Bruce Momjian [Sat, 4 Aug 2001 19:41:00 +0000 (19:41 +0000)]
This patch adds the following to the FTI module:
* The ability to index more than one column in a table with a single
trigger.
* All uses of sprintf changed to snprintf to prevent users from crashing
Postgres.
* Error messages made more consistent
* Some changes made to bring it into line with coding requirements for
triggers specified in the docs. (ie. check you're a trigger before casting
your context)
* The perl script that generate indices has been updated to support indexing
multiple columns in a table.
* Fairly well tested in our development environment indexing a food
database's brand and description fields. The size of the fti index is
around 300,000 rows.
* All docs and examples upgraded. This includes specifying more efficient
index usage that was specified before, better examples that don't produce
duplicates, etc.
Bruce Momjian [Sat, 4 Aug 2001 19:33:49 +0000 (19:33 +0000)]

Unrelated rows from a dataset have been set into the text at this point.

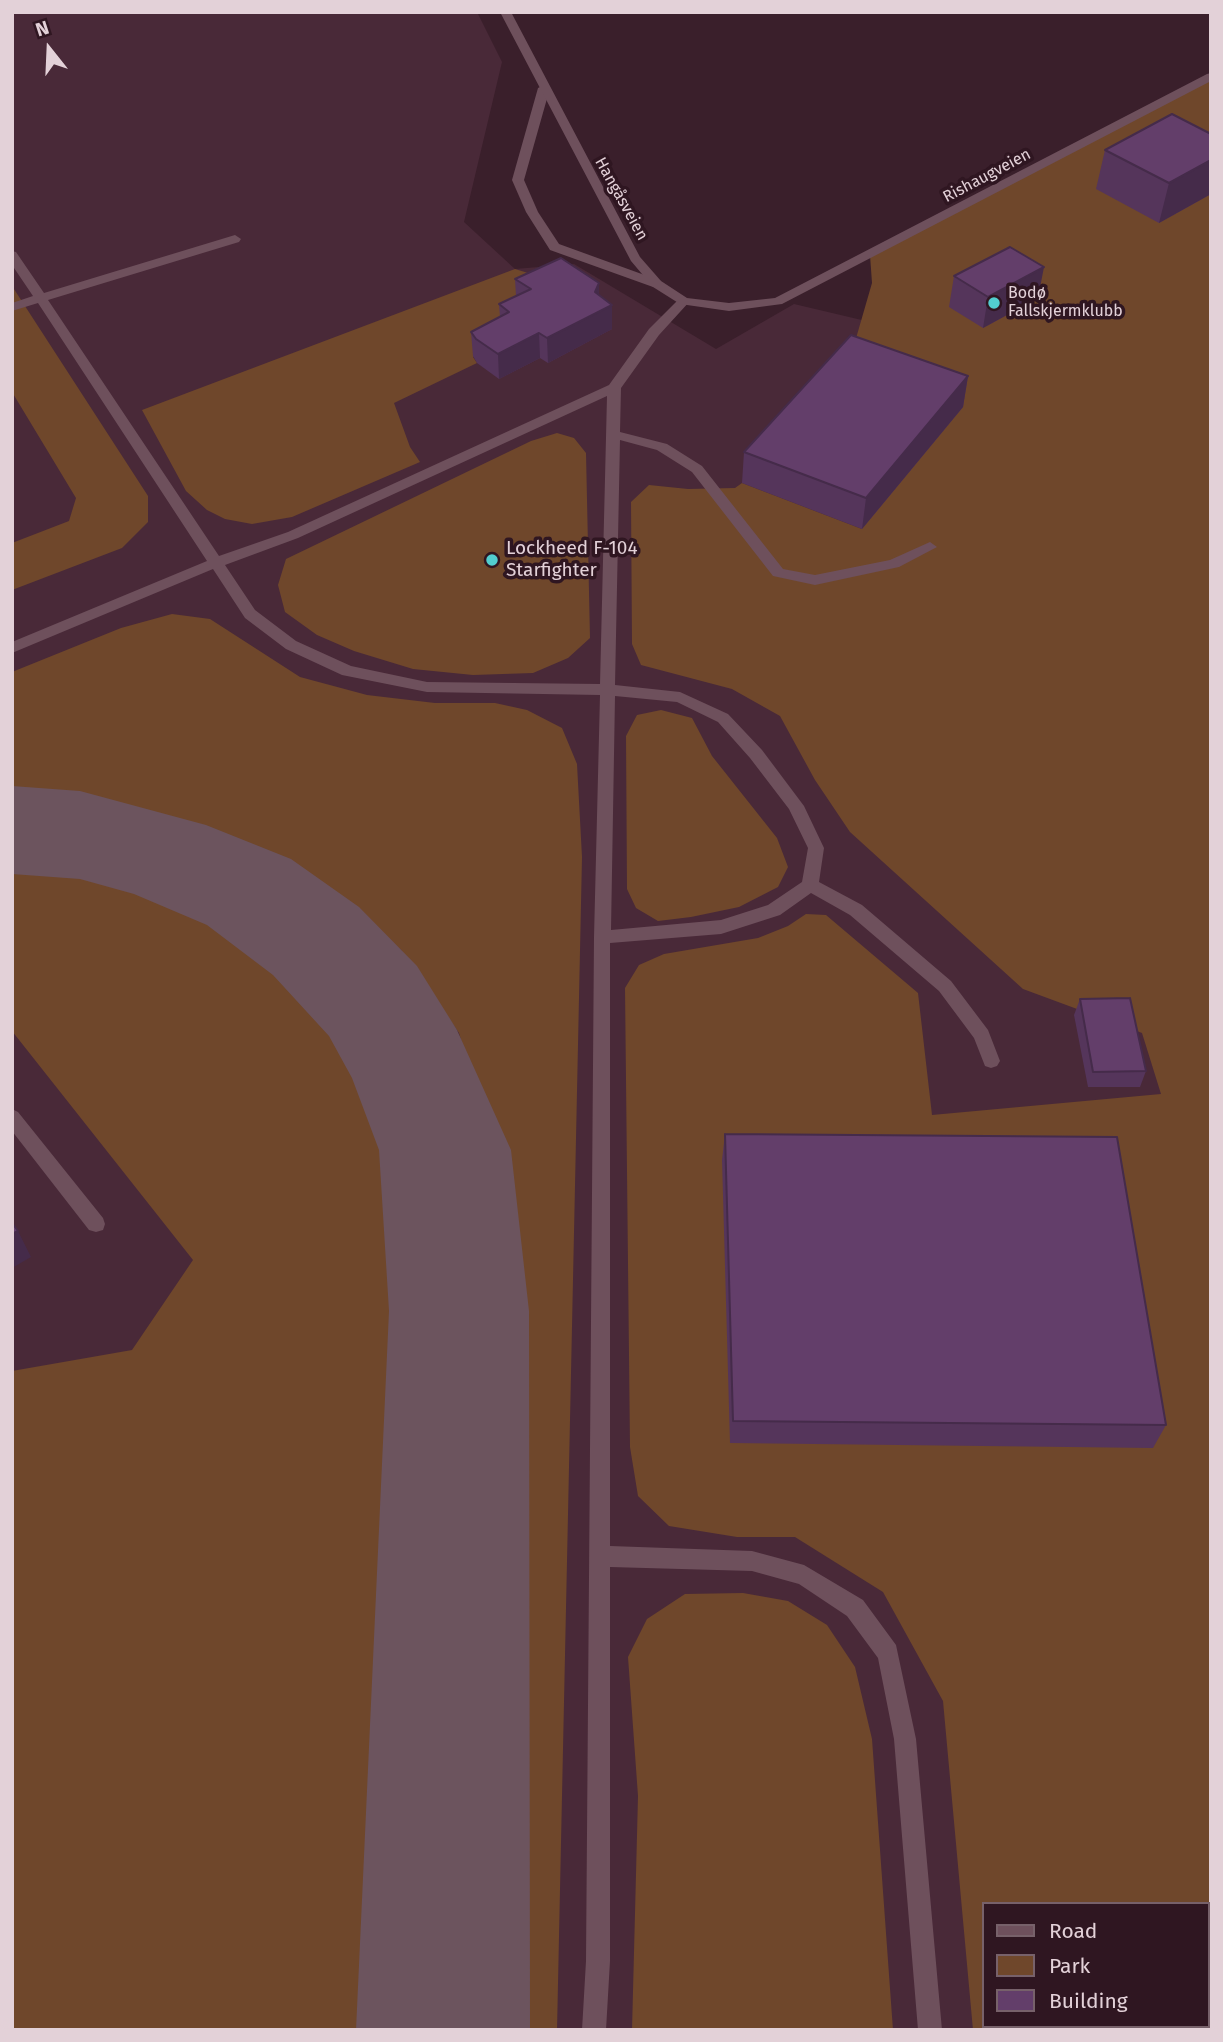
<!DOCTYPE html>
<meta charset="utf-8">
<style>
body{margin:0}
#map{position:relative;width:1223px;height:2042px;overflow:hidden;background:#3a1f2b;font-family:"Fira Sans",sans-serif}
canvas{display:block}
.frame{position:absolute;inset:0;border:14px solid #e3d1d8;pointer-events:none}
.legend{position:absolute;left:982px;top:1902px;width:228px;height:126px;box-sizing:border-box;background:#2f1621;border:2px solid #77616a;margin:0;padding:9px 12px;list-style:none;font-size:21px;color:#e3d1d8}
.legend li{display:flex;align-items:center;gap:14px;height:35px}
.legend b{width:35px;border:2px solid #77616a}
.north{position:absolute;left:14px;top:14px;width:70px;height:70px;-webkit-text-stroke:5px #2f1621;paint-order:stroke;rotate:342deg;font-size:19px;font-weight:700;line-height:28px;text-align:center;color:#e3d1d8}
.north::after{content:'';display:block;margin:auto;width:24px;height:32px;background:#e3d1d8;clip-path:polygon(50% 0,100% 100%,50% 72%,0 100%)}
</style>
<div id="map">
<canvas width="1223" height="2042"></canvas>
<div class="frame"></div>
<ul class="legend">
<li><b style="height:9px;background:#6e505c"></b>Road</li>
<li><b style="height:19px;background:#6f472b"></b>Park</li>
<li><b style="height:19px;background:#633e6a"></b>Building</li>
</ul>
<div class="north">N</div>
</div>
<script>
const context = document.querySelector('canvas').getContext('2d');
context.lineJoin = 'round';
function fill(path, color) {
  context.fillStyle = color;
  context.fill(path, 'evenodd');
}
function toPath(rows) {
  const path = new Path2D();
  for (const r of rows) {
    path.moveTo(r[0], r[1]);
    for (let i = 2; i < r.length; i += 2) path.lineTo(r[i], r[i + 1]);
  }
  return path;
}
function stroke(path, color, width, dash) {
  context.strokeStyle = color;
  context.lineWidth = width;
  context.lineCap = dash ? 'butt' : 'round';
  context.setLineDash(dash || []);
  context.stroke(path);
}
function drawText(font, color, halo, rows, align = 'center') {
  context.font = font + ' "Fira Sans",sans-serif';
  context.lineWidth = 7;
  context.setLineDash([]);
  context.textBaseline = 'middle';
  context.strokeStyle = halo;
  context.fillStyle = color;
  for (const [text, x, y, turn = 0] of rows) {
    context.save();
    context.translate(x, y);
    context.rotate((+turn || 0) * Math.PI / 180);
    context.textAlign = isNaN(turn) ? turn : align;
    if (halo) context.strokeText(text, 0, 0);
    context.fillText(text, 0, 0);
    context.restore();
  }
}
const built = toPath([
 [12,12,477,12,502,62,464,222,515,269,574,264,716,349,794,304,1048,364,1186,1025,1211,2030,12,2030],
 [983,1904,1207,1904,1207,2026,983,2026]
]);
const green = toPath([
 [1211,76,1211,2030,973,2030,943,1701,883,1592,795,1537,737,1537,669,1526,638,1496,630,1447,625,988,639,965,664,954,758,938,788,926,806,914,826,915,918,993,932,1115,1161,1094,1142,1033,1023,989,850,832,815,780,780,716,732,689,641,665,632,644,631,502,649,485,688,489,735,488,742,483,862,529,848,366,872,283,870,255],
 [983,1904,1207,1904,1207,2026,983,2026],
 [515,269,561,283,473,357,477,363,394,403,410,447,420,462,292,517,252,524,225,519,207,510,186,491,142,410],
 [12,286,148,496,148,522,122,548,12,590,12,543,69,521,76,498,12,392],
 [557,433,574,438,586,453,590,638,568,658,533,673,473,675,413,669,354,651,317,635,285,612,278,585,286,559,531,441],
 [172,614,210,619,300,677,367,695,435,703,495,703,527,710,562,728,577,764,582,857,557,2030,509,2030,510,1433,496,1160,459,1033,401,950,318,882,242,843,146,811,59,794,12,793,12,672,121,628],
 [661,710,692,718,712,756,777,838,788,867,778,887,739,907,691,917,658,921,636,908,627,889,626,736,637,715],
 [12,860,123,878,188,904,261,951,308,999,340,1045,384,1132,402,1236,392,1926,378,2030,12,2030,12,1371,132,1350,193,1260,12,1031],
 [743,1593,788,1601,827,1625,855,1667,872,1739,893,2030,632,2030,638,1796,628,1657,647,1619,685,1594]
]);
const taxiway = toPath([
 [12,786,80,791,206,825,291,859,359,907,417,966,457,1030,511,1150,529,1311,530,2030,356,2030,389,1311,379,1150,352,1078,329,1036,273,975,207,925,134,894,80,879,12,874,12,786]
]);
const service = toPath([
 [544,85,550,88,524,180,538,212,559,244,661,281,661,287,653,287,550,250,526,212,512,180,538,88,544,85],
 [235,235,241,239,239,242,48,300,219,556,288,532,609,385,649,329,680,298,684,297,690,301,659,335,621,388,620,432,667,444,702,466,783,569,815,575,890,560,930,542,937,547,899,567,815,585,773,576,692,472,657,450,620,440,615,685,680,692,728,714,762,750,804,806,824,848,819,882,862,905,951,981,988,1030,1000,1061,997,1066,991,1068,985,1066,974,1038,939,991,850,915,811,893,780,915,721,934,610,943,610,1546,752,1551,804,1565,863,1600,896,1645,916,1739,942,2030,918,2030,894,1739,878,1658,847,1616,799,1584,752,1571,610,1567,610,1961,606,2030,582,2030,586,1961,594,937,600,695,427,692,342,675,286,649,245,618,213,569,12,653,12,642,207,561,38,303,12,311,12,303,33,296,12,265,12,251,16,252,44,293,235,235],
 [607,396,600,684,427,682,351,666,296,641,255,610,225,565,298,538,607,396],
 [615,696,677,702,718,722,750,758,789,809,808,848,802,882,768,905,721,920,611,930,615,696],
 [12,1109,18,1112,103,1218,105,1224,103,1230,96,1232,89,1230,12,1131,12,1109]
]);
const minor = toPath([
 [500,12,511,12,640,257,661,281,687,298,729,303,775,298,1207,74,1211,73,1211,81,782,304,729,311,680,304,653,287,631,261,500,12]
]);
const wall = toPath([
 [1211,134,1211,194,1159,223,1096,189,1105,150],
 [954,276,1038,298,983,328,949,307],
 [515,279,599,295,612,329,548,363,540,358,499,379,477,363,473,356,471,332,500,317,499,304,516,296],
 [968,376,963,407,862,529,742,483,744,452],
 [1080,999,1146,1071,1140,1087,1088,1087,1074,1015],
 [725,1134,1166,1425,1153,1448,730,1443,722,1160]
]);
const shadedWall = toPath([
 [1211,160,1211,194,1159,223,1169,183],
 [1044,267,1038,298,983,328,988,297],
 [599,283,599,308,612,305,612,329,548,363,547,338,595,292],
 [539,333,540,358,499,379,498,354],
 [968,376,963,407,862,529,866,498],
 [18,1231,31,1257,12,1268,12,1234]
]);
const building = toPath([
 [1172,114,1211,134,1211,160,1169,183,1105,150,1172,114],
 [1010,247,1044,267,988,297,954,276,1010,247],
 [561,258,599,283,595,292,612,305,547,338,539,333,498,354,476,339,471,332,509,312,499,304,531,289,515,279,561,258],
 [851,335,968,376,866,498,744,452,851,335],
 [1130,998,1146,1071,1093,1072,1080,999,1130,998],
 [725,1134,1117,1137,1166,1425,733,1421,725,1134],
 [12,1223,18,1231,12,1234,12,1223]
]);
const markers = [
 [994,303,7,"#52cdcf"],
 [492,560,7,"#52cdcf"]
];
const farStreetnames = [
 ["Rishaugveien",987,176,-28],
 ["Hangåsveien",621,199,61]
];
const farPoinames = [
 ["Bodø",1008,294],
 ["Fallskjermklubb",1008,312]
];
const poiNames = [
 ["Lockheed F-104",506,549],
 ["Starfighter",506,571]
];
fill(built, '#492938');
fill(green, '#6f472b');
fill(taxiway, '#6c545e');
fill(service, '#6e505c');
fill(minor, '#6e505c');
fill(wall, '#55355b');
fill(shadedWall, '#452b4a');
fill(building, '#633e6a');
stroke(building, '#452b4a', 2);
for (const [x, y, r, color] of markers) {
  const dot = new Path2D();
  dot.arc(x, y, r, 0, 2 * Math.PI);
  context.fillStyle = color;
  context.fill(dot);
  stroke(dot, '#2f1621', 2.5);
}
drawText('16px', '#e3d1d8', '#2f1621', farStreetnames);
drawText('16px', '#e3d1d8', '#2f1621', farPoinames, 'left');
drawText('19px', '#e3d1d8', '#2f1621', poiNames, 'left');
</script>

> 1) When a row is retrieved, and then a SQL_FETCH_FIRST is issued, the
check
> in convert.c
> does not consider the fact that the value in the field has been altered to
> be a '1' if the
> backend handed it a 't'. The net result being that the first row on any
> subsequent queries
> has all it's boolean set to 0.
Bruce Momjian [Sat, 4 Aug 2001 19:32:04 +0000 (19:32 +0000)]
Attached is a patch that does the following:
1) improves performance of commit/rollback by reducing number of round
trips to the server
2) uses 7.1 functionality for setting the transaction isolation level
3) backs out a patch from 11 days ago because that code failed to
compile under jdk1.1
Details:
1) The old code was doing the following for each commit:
commit
begin
set transaction isolation level xxx
thus a call to commit was performing three round trips to the database.
The new code does this in one round trip as:
commit; begin; set transaction isolation level xxx
In a simple test program that performs 1000 transactions (where each
transaction does one simple select inside that transaction) has the
following before and after timings:
Client and Server on same machine
old new
--- ---
1.877sec 1.405sec 25.1% improvement
Client and Server on different machines
old new
--- ---
4.184sec 2.927sec 34.3% improvement
(all timings are an average of four different runs)
2) The driver was using 'set transaction isolation level xxx' at the
begining of each transaction, instead of using the new 7.1 syntax of
'set session characteristics as transaction isolation level xxx' which
only needs to be done once instead of for each transaction. This is
done conditionally (i.e. if server is 7.0 or older do the old behaviour,
else do the new behaviour) to not break backward compatibility. This
also required the movement of some code to check/test database version
numbers from the DatabaseMetaData object to the Connection object.
3) Finally while testing, I discovered that the code that was checked in
11 days ago actually didn't compile. The code in the patch for
Connection.setCatalog() used Properties.setProperty() which only exists
in JDK1.2 or higher. Thus compiling the JDBC1 driver failed as this
method doesn't exist. Thus I backed out that patch.